On Jan. 20, Missouri Southern will host the annual Dr. Martin Luther King Jr. breakfast to honor a great man dedicated to the ideas of unity, purpose and service.  We will gather to remember, celebrate and to act to move our community and nation closer to the “Beloved Community” that Dr. King envisioned.

Faustina Abrahams

Faustina Abrahams

Dr. King devoted his life’s work to causes of equality and social justice. He taught that through nonviolence and service to one another, problems such as hunger and homelessness, prejudice and discrimination can be overcome. His teachings can continue to guide us in addressing our nation’s most pressing needs – poverty, economic insecurity, job loss and education.

Dr. King recognized the power of service to strengthen communities and achieve common goals. Through his words and example, he challenged individuals to take action and lift up their neighbors and communities through service. This Day of Service is a way for us to act on the life and teachings of Dr. King.  In an interview with Ebony magazine, his widow, Coretta King, stated: “We have called for people to remember to celebrate, and most importantly to act – now we should ask people to commemorate his life with some form of service and give back to the community.”

For the first time in 17 years since MSSU has been holding this event, the campus will be closed in observance of Martin Luther King Jr. Day, so the program is taking on a new approach.

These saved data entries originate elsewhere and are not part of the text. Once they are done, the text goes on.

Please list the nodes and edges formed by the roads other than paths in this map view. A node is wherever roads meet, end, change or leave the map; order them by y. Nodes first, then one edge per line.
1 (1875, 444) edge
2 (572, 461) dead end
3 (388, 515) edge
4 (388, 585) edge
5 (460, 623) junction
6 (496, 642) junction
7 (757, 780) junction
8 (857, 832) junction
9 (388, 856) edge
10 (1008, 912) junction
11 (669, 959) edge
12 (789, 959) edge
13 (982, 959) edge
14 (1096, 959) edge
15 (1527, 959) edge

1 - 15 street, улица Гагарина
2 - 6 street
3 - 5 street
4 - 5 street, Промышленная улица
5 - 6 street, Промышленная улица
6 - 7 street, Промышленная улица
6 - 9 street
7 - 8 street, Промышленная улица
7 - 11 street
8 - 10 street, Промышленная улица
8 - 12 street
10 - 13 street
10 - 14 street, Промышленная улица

Since the primary focus of the day has been to encourage individuals to serve their community, we will start the program with the annual breakfast on Jan. 20, followed by a Volunteer Fair on Jan. 21 and wrap up with additional inspirational presentations on Jan. 22. Our hope is that these events will inspire and encourage all of us to commit to serving our community.

During the breakfast we will hear an inspiring journey of one of our own in this area, Jerrod Hogan, who with several others helped in the rebuilding of Joplin after we were hit by the devastating tornado. His story and journey emulates the vision of Dr. King. The Volunteer Fair, to be held in Billingsly Student Center, will bring together over 15 area non-profit volunteer organizations showcasing how they serve the community and provide the community, faculty, staff and students an opportunity to find a place to serve.

We will wrap up the week with two of Dr. King’s inspirational speeches at 1 and 7 p.m. on Jan. 22. They will be presented by Greenfair Moses III, who is the foremost authority and purveyor of the speeches and sermons of Dr. King in the world.

Martin Luther King III remarked that Brother Moses’ voice was the closest to his father’s that he’d ever heard. Brother Moses was the first to portray Dr. King on Capitol Hill in the initial movement to make King’s birthday a national holiday. He was also the first to portray Dr. King before both houses of the Virginia Assembly in its first official recognition of his birthday. He has won numerous awards for his reenactments of King’s speeches and community service. The famous art critic Richard Coe called his performance “dazzling.” Brother Moses is the performer you want to see.

It will be a moving and enlightening experience. The evening presentation will feature the MSSU Chamber Singers to set the mood for the presentation.

You don’t want to miss any of these events!

Faustina Abrahams is the MSSU first year advising coordinator and a member of the university’s Diversity Committee, which sponsors the event.